How we built a closed deliverability loop — and why no one else has
The problem with email infrastructure today
Most email APIs do one thing well: they wrap a deliverability provider behind a nicer SDK and let you POST a JSON payload to send mail. That's a useful service. It's also where most products stop.
The problem is that sending the email is not the interesting part. The interesting parts — the parts that determine whether your auth emails arrive, whether your domain reputation degrades, whether Gmail starts quietly dropping you into spam — happen *after* the API returns 202 "accepted". And almost none of those signals are exposed to you in the same product.
Pull on that thread and you find three separate concerns that every serious sender has to solve:
1. Did this specific message get delivered? Most APIs return a queue receipt and make you wait for a webhook. Webhooks are unreliable, eventually consistent, and useless for AI agents that need to make a decision in the same loop.
2. Who manages SPF, DKIM, DMARC, MTA-STS, BIMI? You do. Forever. Every time SES rotates a DKIM key, every time a new mailbox provider raises the bar (Gmail's Feb 2024 bulk-sender rules, anyone?), you re-publish DNS records and hope nothing breaks.

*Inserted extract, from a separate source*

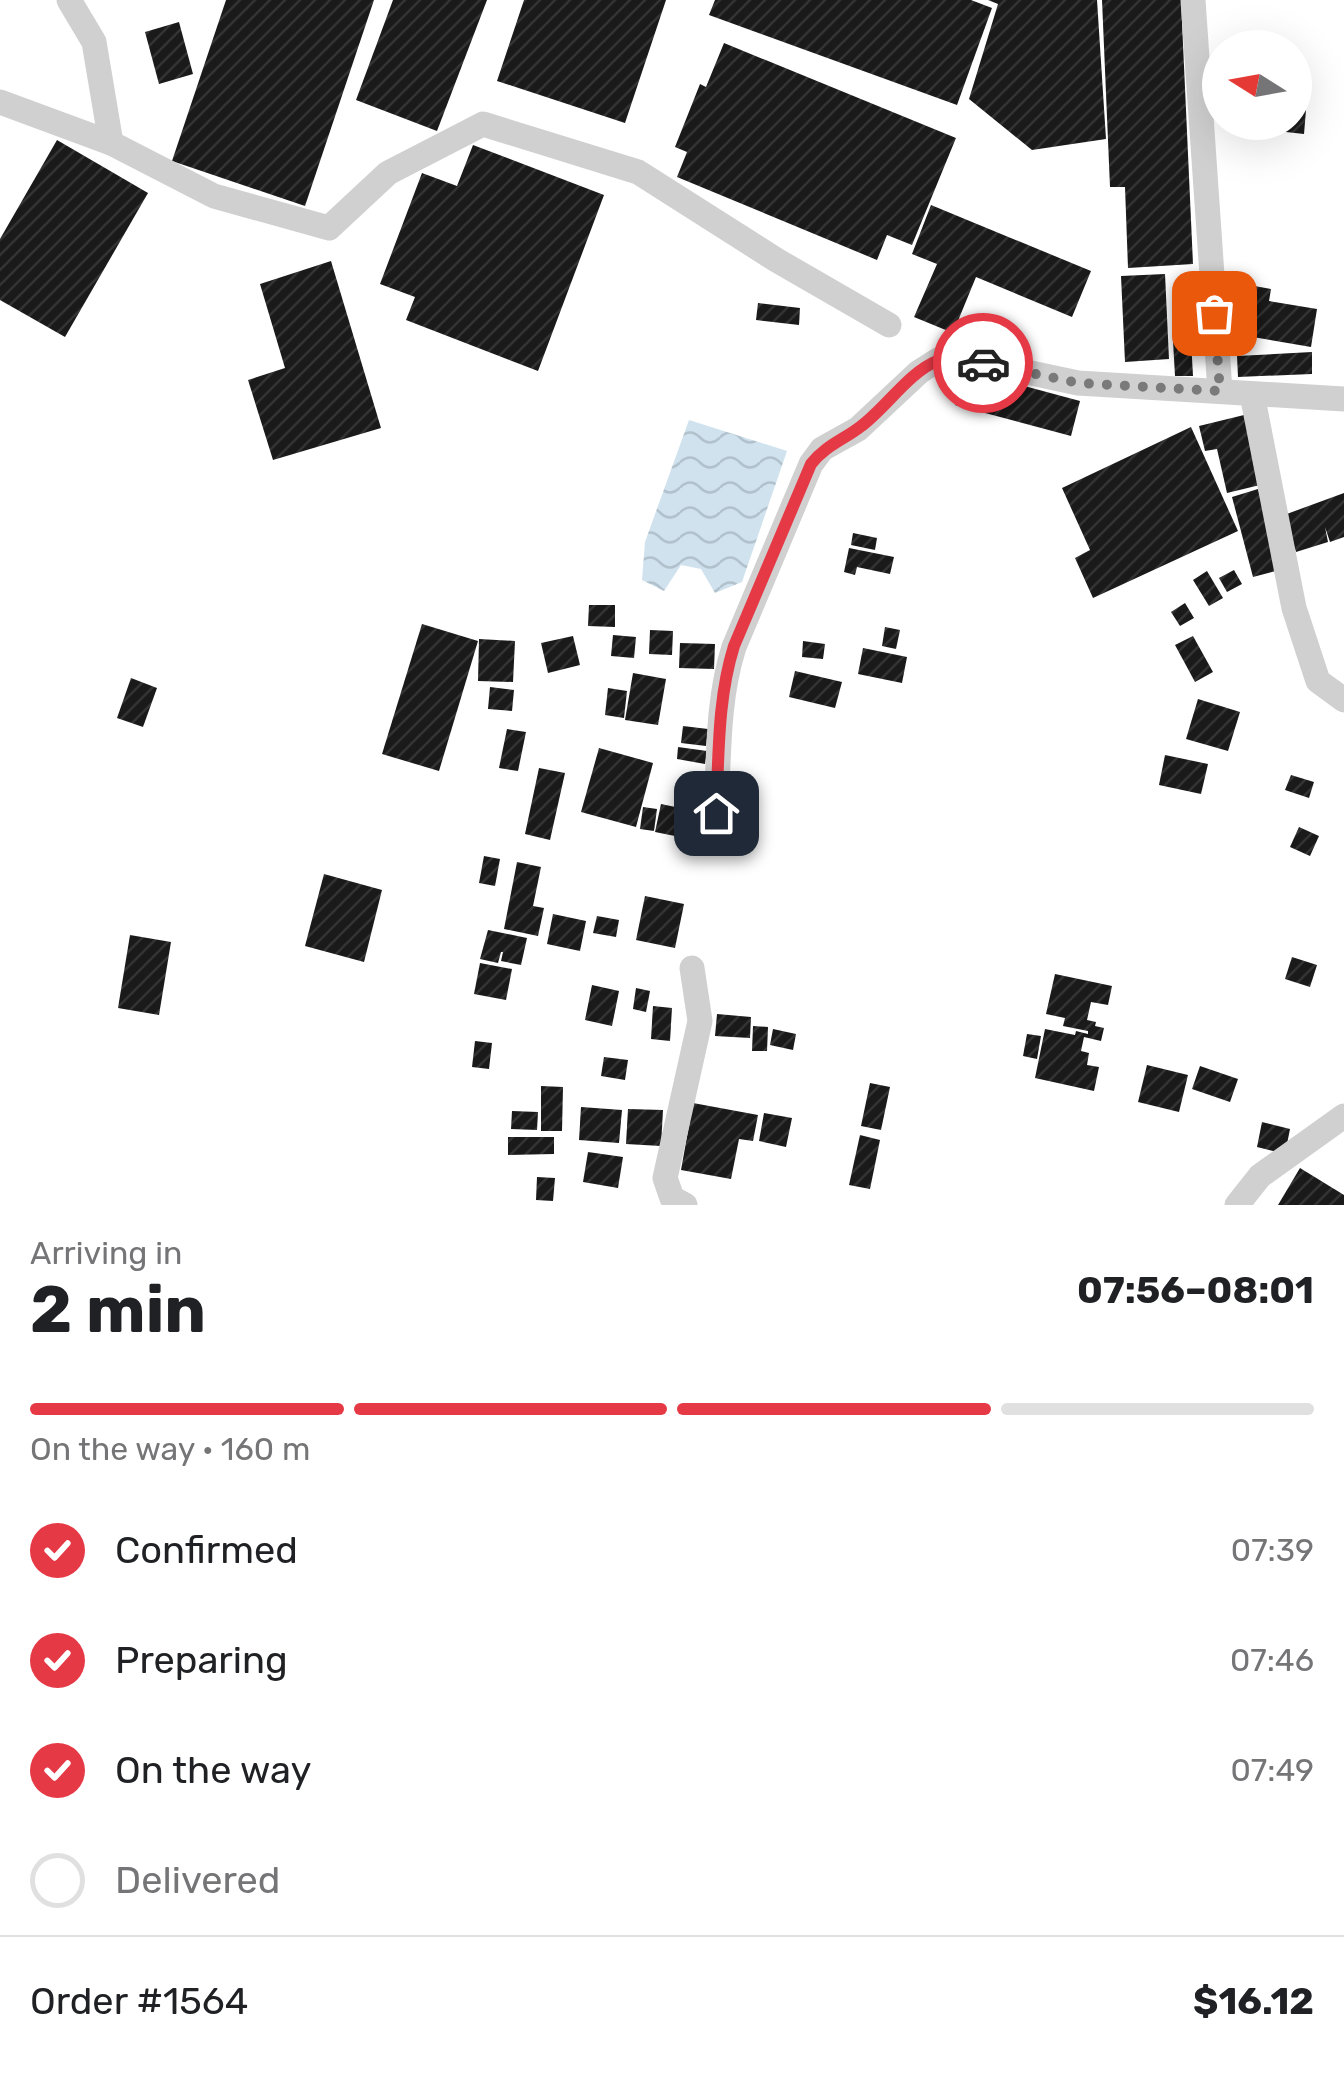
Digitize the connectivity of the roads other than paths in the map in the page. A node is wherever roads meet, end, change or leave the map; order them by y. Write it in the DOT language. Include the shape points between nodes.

3. How does the world actually treat your mail? This is what DMARC aggregate reports tell you. They're delivered to whatever mailbox you publish in your rua tag. Most senders publish nothing, get nothing, and fly blind. The senders who do publish typically pay $200+/month for dmarcian, Valimail, or Postmark Spam Score to parse the XML and surface the data. Three concerns, three vendors, three dashboards, three integration points.
The result for SMB SaaS is predictable: you ship send code, you assume it works, you find out it doesn't from a support ticket six weeks later when a customer says "I never got the password reset email." By then your domain reputation has cratered and you don't know why.
We built Truncus because we needed all three solved in one product, on infrastructure we own, with no third-party dependencies on the deliverability path. This post is how we did it.
send_sync: returning truth in the same HTTP response
Here's how a typical email API call looks today:
POST /v1/emails/send
→ 202 Accepted { "id": "msg_abc123" }
The 202 means *we accepted your JSON*. Not *we delivered your email*. To find out what actually happened, you wait for a webhook to arrive at /your/webhook/handler. Maybe in 200ms. Maybe in 30 seconds. Maybe never if the webhook delivery itself fails.
That gap is fine for fire-and-forget marketing batches. It is unworkable for two newer use cases:
- AI agents that need to know whether a message landed before deciding what to do next. An agent that books a meeting and emails the confirmation can't proceed to "schedule the calendar invite" if it doesn't know whether the confirmation went through.
- Synchronous flows in your product — order confirmations, magic links, password resets — where the user is waiting on the screen. Your UI either lies ("Email sent!" — was it?) or you build async state plumbing for a one-shot operation.
send_sync is our answer. The HTTP request blocks until SES has actually finished the SMTP exchange with the recipient's mail server, then returns the result inline:
POST /v1/emails/send_sync
→ 200 OK {
"gm_id": "gm_01HX2K9...",
"status": "delivered",
"duration_ms": 1042,
"smtp_response": "250 2.0.0 OK"
}
Three things make this work under the hood:
1. SES delivery event notifications. Both of our SES configuration sets (truncus-saas and truncus-internal) have delivery event notifications enabled. When SES finishes the SMTP exchange with the recipient mail server, the event hits our webhook quickly enough to settle the in-flight HTTP response.
2. Synchronous poll with a 25-second ceiling. The handler polls our event store for a terminal state (delivered, bounced, or complained) up to a hard 25-second limit (we run on Vercel where the function ceiling matters). If the ceiling is hit, we return a deferred status with the gm_id and a hint to poll GET /api/v1/emails/{id} — never a hung connection.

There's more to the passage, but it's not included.